The article continues the hail of misrepresentation, accusation and rumour around this case. It’s time to set the record straight.

Going to tribunal isn’t a decision we took lightly. The council was owed around £400,000 at that point and payment is now more than three years overdue.

It relates to the leaseholders’ share of costs for essential refurbishment work carried out on their blocks of flats in 2014. That came to around £28,000 each.

As with any property owner, leaseholders are required to contribute towards the upkeep of their building. We make that clear to anyone thinking of buying their council flat.

We do realise the expense can be difficult for people to fund so offer a number of payment options, including interest-free loans.

As with all the major work we need to do to our blocks, the leaseholders were fully consulted before the work began.

Most of the leaseholders in the Bristol Estate blocks have paid or made arrangements to pay the costs, but 12 disputed the service charge and have not paid their share.

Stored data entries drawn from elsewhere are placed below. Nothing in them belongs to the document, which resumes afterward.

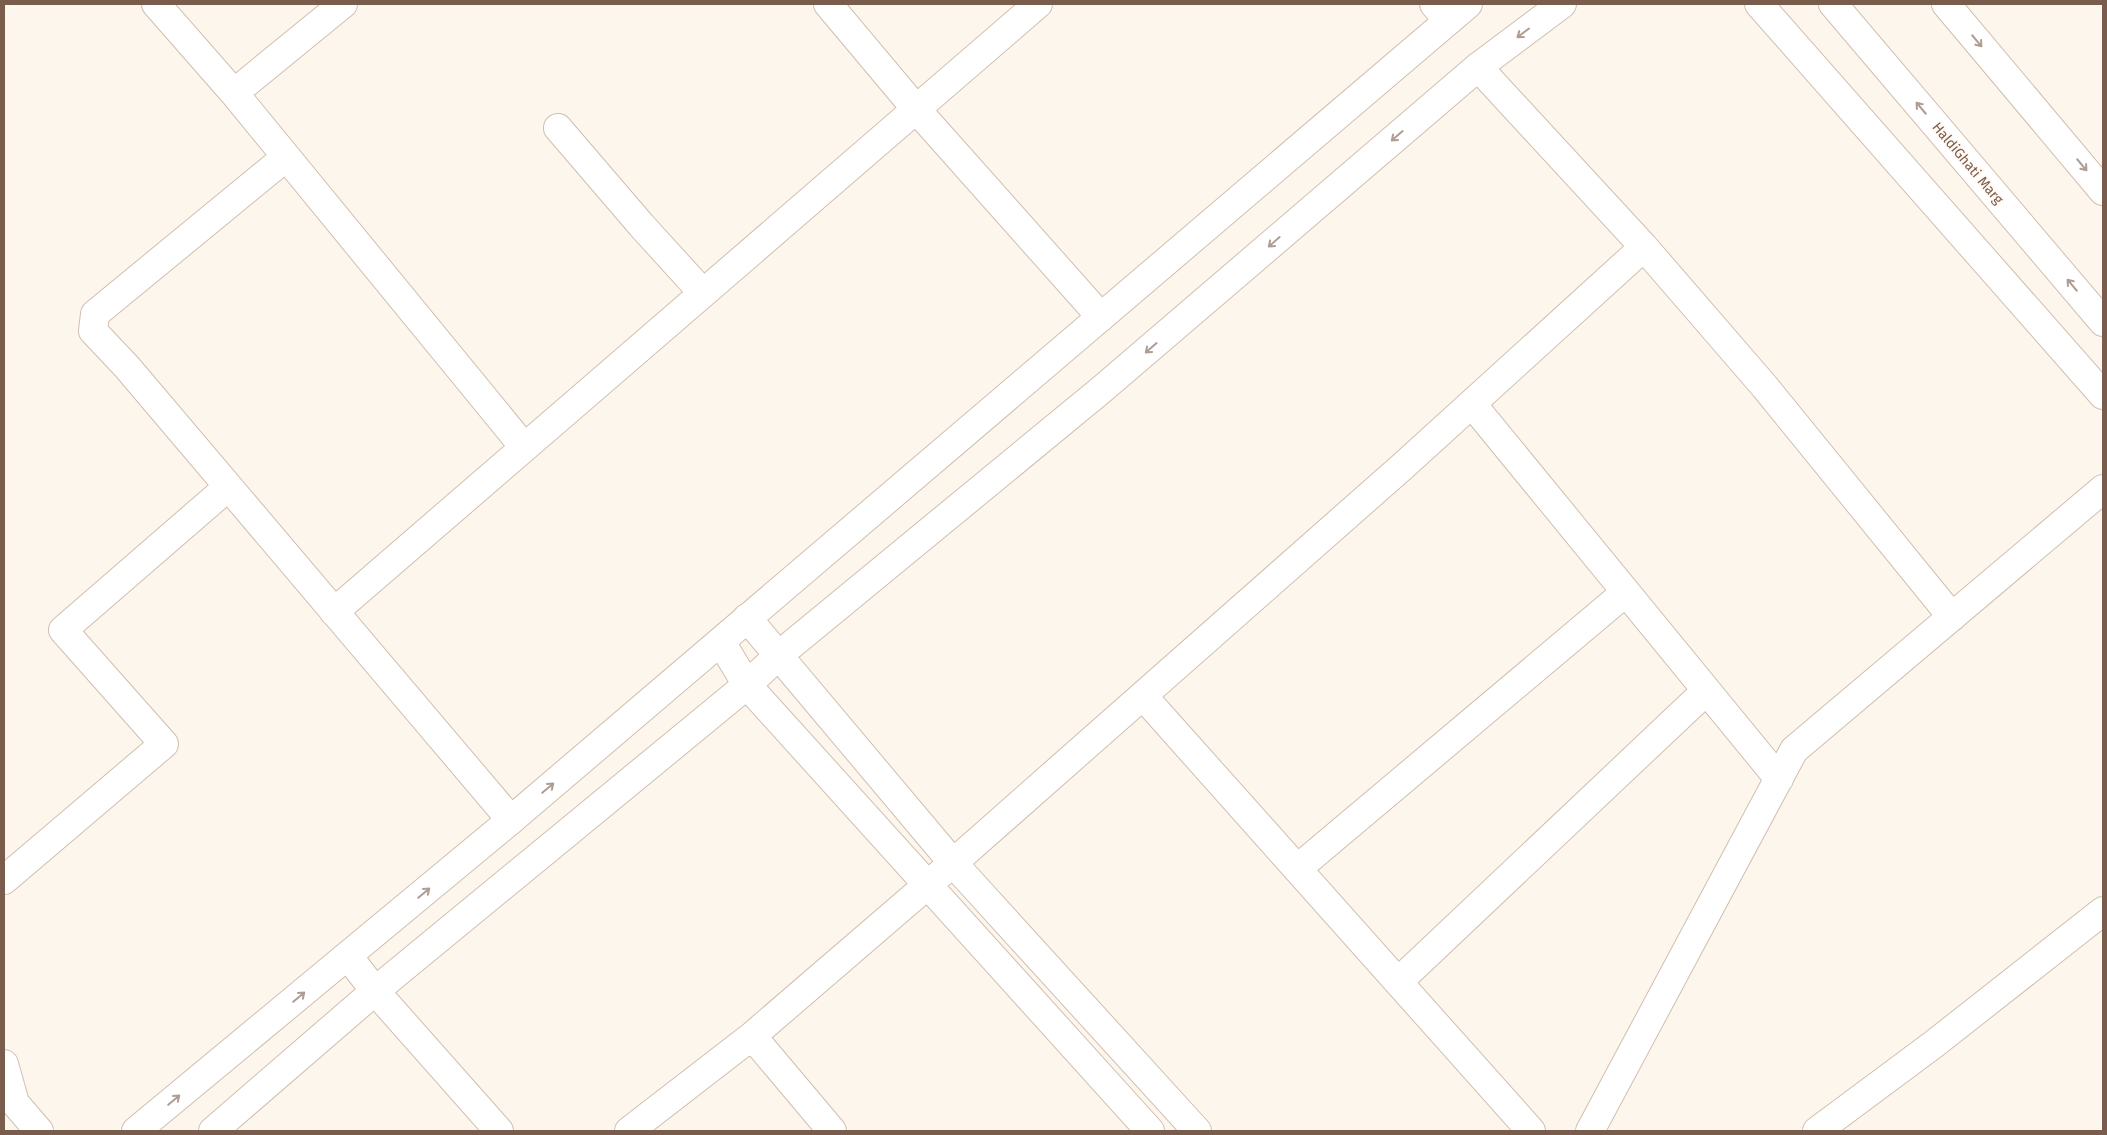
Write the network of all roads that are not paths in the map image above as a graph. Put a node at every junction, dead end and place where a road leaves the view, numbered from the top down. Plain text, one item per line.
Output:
1 (156, 4) edge
2 (343, 4) edge
3 (828, 4) edge
4 (1038, 4) edge
5 (1468, 4) edge
6 (1562, 4) edge
7 (1759, 4) edge
8 (1833, 4) edge
9 (1946, 4) edge
10 (1441, 12) edge
11 (1478, 66) junction
12 (234, 93) junction
13 (916, 109) junction
14 (558, 128) dead end
15 (286, 157) junction
16 (2103, 191) edge
17 (1644, 247) junction
18 (703, 293) junction
19 (1101, 317) junction
20 (2103, 322) edge
21 (2103, 395) edge
22 (1472, 404) junction
23 (524, 447) junction
24 (228, 487) junction
25 (2103, 489) edge
26 (1626, 592) junction
27 (334, 612) junction
28 (1952, 617) junction
29 (748, 618) junction
30 (721, 642) junction
31 (778, 655) junction
32 (748, 686) junction
33 (1706, 690) junction
34 (1143, 696) junction
35 (1779, 779) junction
36 (511, 820) junction
37 (953, 863) junction
38 (1298, 869) junction
39 (4, 880) edge
40 (928, 885) junction
41 (2103, 911) edge
42 (348, 956) junction
43 (1398, 982) junction
44 (375, 991) junction
45 (752, 1036) junction
46 (4, 1064) edge
47 (39, 1131) edge
48 (136, 1131) edge
49 (213, 1131) edge
50 (499, 1131) edge
51 (629, 1131) edge
52 (832, 1131) edge
53 (1150, 1131) edge
54 (1197, 1131) edge
55 (1531, 1131) edge
56 (1590, 1131) edge
57 (1817, 1131) edge

1 - 12 street
2 - 12 street
3 - 13 street
4 - 13 street
5 - 10 street
6 -> 11 street
7 - 21 street
20 -> 8 street, HaldiGhati Marg
9 -> 16 street
10 - 19 street
11 - 17 street
11 -> 31 street
12 - 15 street
13 - 18 street
13 - 19 street
14 - 18 street
15 - 23 street
15 - 24 street
17 - 22 street
17 - 28 street
18 - 23 street
19 - 29 street
22 - 26 street
22 - 34 street
23 - 27 street
24 - 27 street
24 - 39 street
25 - 28 street
26 - 33 street
26 - 38 street
27 - 36 street
28 - 35 street
29 - 30 street
29 - 31 street
30 - 32 street
36 -> 30 street
31 - 32 street
31 - 37 street
32 - 40 street
32 - 44 street
33 - 35 street
33 - 43 street
34 - 37 street
34 - 38 street
35 - 56 street
42 -> 36 street
37 - 40 street
37 - 54 street
38 - 43 street
40 - 45 street
40 - 53 street
41 - 57 street
42 - 44 street
48 -> 42 street
43 - 55 street
44 - 49 street
44 - 50 street
45 - 51 street
45 - 52 street
46 - 47 street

We spent 18 months trying to reach agreement through our own procedures, including a dispute resolution process. When those processes proved unsuccessful, we decided the fairest option was to refer the dispute to the independent tribunal.

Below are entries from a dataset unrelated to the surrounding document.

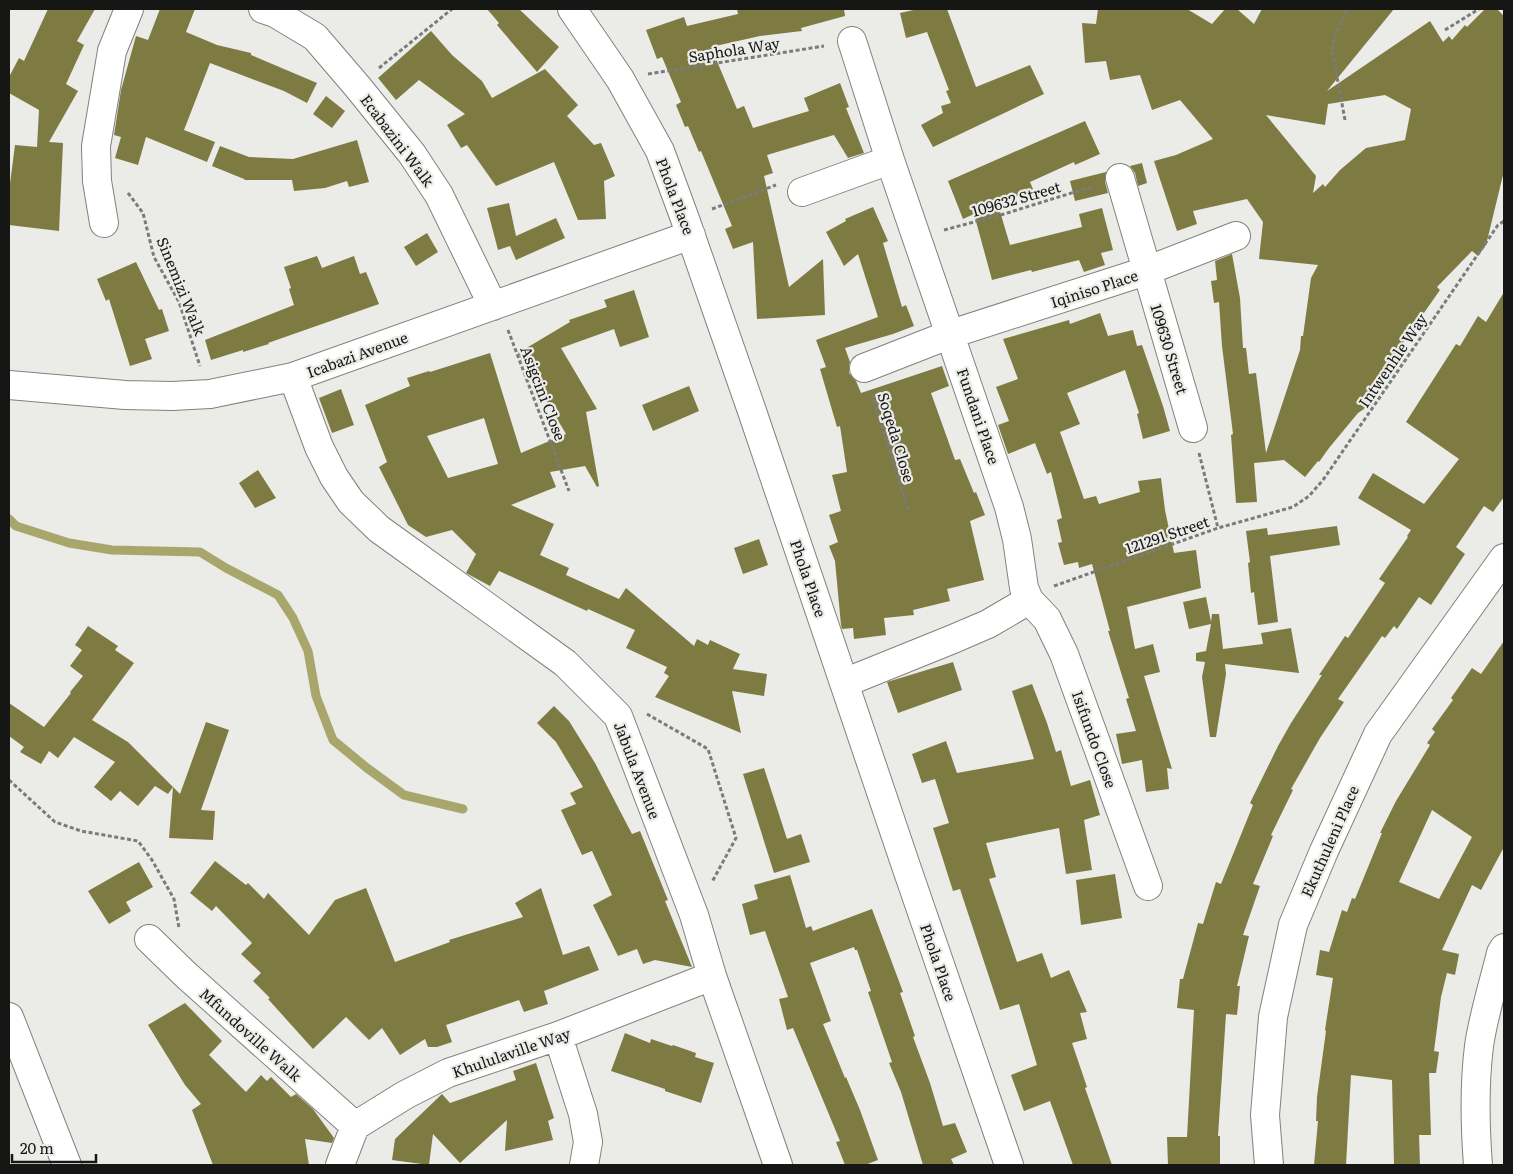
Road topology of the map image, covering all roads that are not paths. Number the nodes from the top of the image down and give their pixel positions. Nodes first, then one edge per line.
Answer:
1 (128, 9) edge
2 (263, 9) edge
3 (572, 9) edge
4 (852, 41) road end
5 (890, 160) junction
6 (1120, 178) road end
7 (802, 192) road end
8 (104, 223) dead end
9 (688, 227) junction
10 (1236, 236) dead end
11 (1146, 271) junction
12 (493, 306) junction
13 (951, 334) junction
14 (864, 368) road end
15 (293, 377) junction
16 (9, 385) edge
17 (1193, 428) road end
18 (1504, 558) edge
19 (1039, 594) junction
20 (844, 683) junction
21 (1148, 886) dead end
22 (149, 939) dead end
23 (1504, 948) edge
24 (712, 976) junction
25 (9, 1017) edge
26 (558, 1036) junction
27 (355, 1126) junction
28 (67, 1165) edge
29 (340, 1165) edge
30 (584, 1165) edge
31 (778, 1165) edge
32 (1009, 1165) edge
33 (1269, 1165) edge
34 (1478, 1165) edge

1 - 8 street
2 - 12 street, Ecabazini Walk
3 - 9 street, Phola Place
4 - 5 street, Fundani Place
5 - 7 street
5 - 13 street, Fundani Place
6 - 11 street, 109630 Street
9 - 12 street, Icabazi Avenue
9 - 20 street, Phola Place
10 - 11 street, Iqiniso Place
11 - 13 street, Iqiniso Place
11 - 17 street, 109630 Street
12 - 15 street, Icabazi Avenue
13 - 14 street, Iqiniso Place
13 - 19 street, Fundani Place
15 - 16 street, Icabazi Avenue
15 - 24 street, Jabula Avenue
18 - 33 street, Ekuthuleni Place
19 - 20 street
19 - 21 street, Isifundo Close
20 - 32 street, Phola Place
22 - 27 street, Mfundoville Walk
23 - 34 street
24 - 26 street, Khululaville Way
24 - 31 street, Jabula Avenue
25 - 28 street
26 - 27 street, Khululaville Way
26 - 30 street
27 - 29 street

The approach to “reach a deal” on the first day of the tribunal came from the barrister acting for the group of leaseholders, not the council. This was the first time we were able to properly discuss settling the dispute and we welcomed the approach.

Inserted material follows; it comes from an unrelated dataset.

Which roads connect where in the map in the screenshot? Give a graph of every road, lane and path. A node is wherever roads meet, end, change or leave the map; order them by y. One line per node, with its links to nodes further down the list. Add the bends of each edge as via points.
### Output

We were happy to agree a settlement which we felt was beneficial to both the public purse and the leaseholders involved. It meant the case could be dealt with quickly and kept the costs down.

Larissa Reed

We don’t yet have the final legal costs for the case but they are likely to be around £90,000 to £100,000. It is a shame we were not able to have useful discussions before incurring these costs.

The leaseholders who didn’t attend were informed by both the tribunal and by us. As a legal requirement of the process, it’s a surprising claim that no one was aware of this.

We will be happy to publish the decision of the tribunal when it arrives and all other leaseholders in the block will benefit from any reduction decided by the tribunal. We hope that will bring an end to the matter.

Larissa Reed is the executive director of neighbourhoods, communities and housing at Brighton and Hove City Council.

  1. david croydon Reply

    “It is a shame we were not able to have useful discussions before incurring these costs.”
    Yep. A real shame.

  2. saveHOVE Reply

    I wonder how Larissa Reed justifies a few terms used in this Opinion.

    How does overcladding count as “essential refurbishment” when put over totally intact brickwork that looked far better than the now-stained cladding with all its joins now showing? Hiw does it meet the definition of “upkeep”? It is a form of redevelopment work that some might argue has damaged the integrity of the buildings receiving it.

    To alleviate the plastic duvet effect, and to allow fit where extra wall depth meets windows, rather cheap UPVC dble glazed windows with trickle vents go in with it, replacing existing. And these trickle vents leak air into flats in a howling onshore or north wind when supposedly closed – making homes draughty.

    The major works rollout of these measures has been a tragic mistake ruining the appearance (and potentially the life) of buildings – the worst of which sit drably stained and increasingly slum-like in central Brighton just off Edward Street.

    Harsh judgment after the fact has been aired by councillors in Housing meetings over recent years – in one case demanding the ‘maintenance-free’ cladding of one building be painted (Cllr Joe Miller).

    And leaseholders would dispute and choke on the smooth claims about being “fully consulted”. It amounts to an empty formality with no rights. That said, maybe if leaseholders had been organised and involved and less apathetic, as a whole, at the leaseholder and planning application consultation stages they could have prevented their current disastrous problems coming down on their heads.

    Especially at the planning stage! None
    of it was possible without planning consent.

  3. Anon Reply

    Legal bill of £100,000 and probably much more??? Who is going to pay it? Larissa? Or the council tax payers? This is disgraceful.

  4. David Rumelle Reply

    It’s also a shame the article used photographs in the glorious sunshine making out that the estate is now in a good condition. It is not-the new cladding is stained,cracked and crumbling in places and in short looks tired and delapidated after less than 4 years!The newindows don t operate properly.
    we all tried to negotiate by the
    couuncils dispute process but we’re denied.The council are being extremely two faced as ever claiming Shula Rich “made a mess of things”.on the contrary -she was fighting for what is right and fare and above all the truth!!!!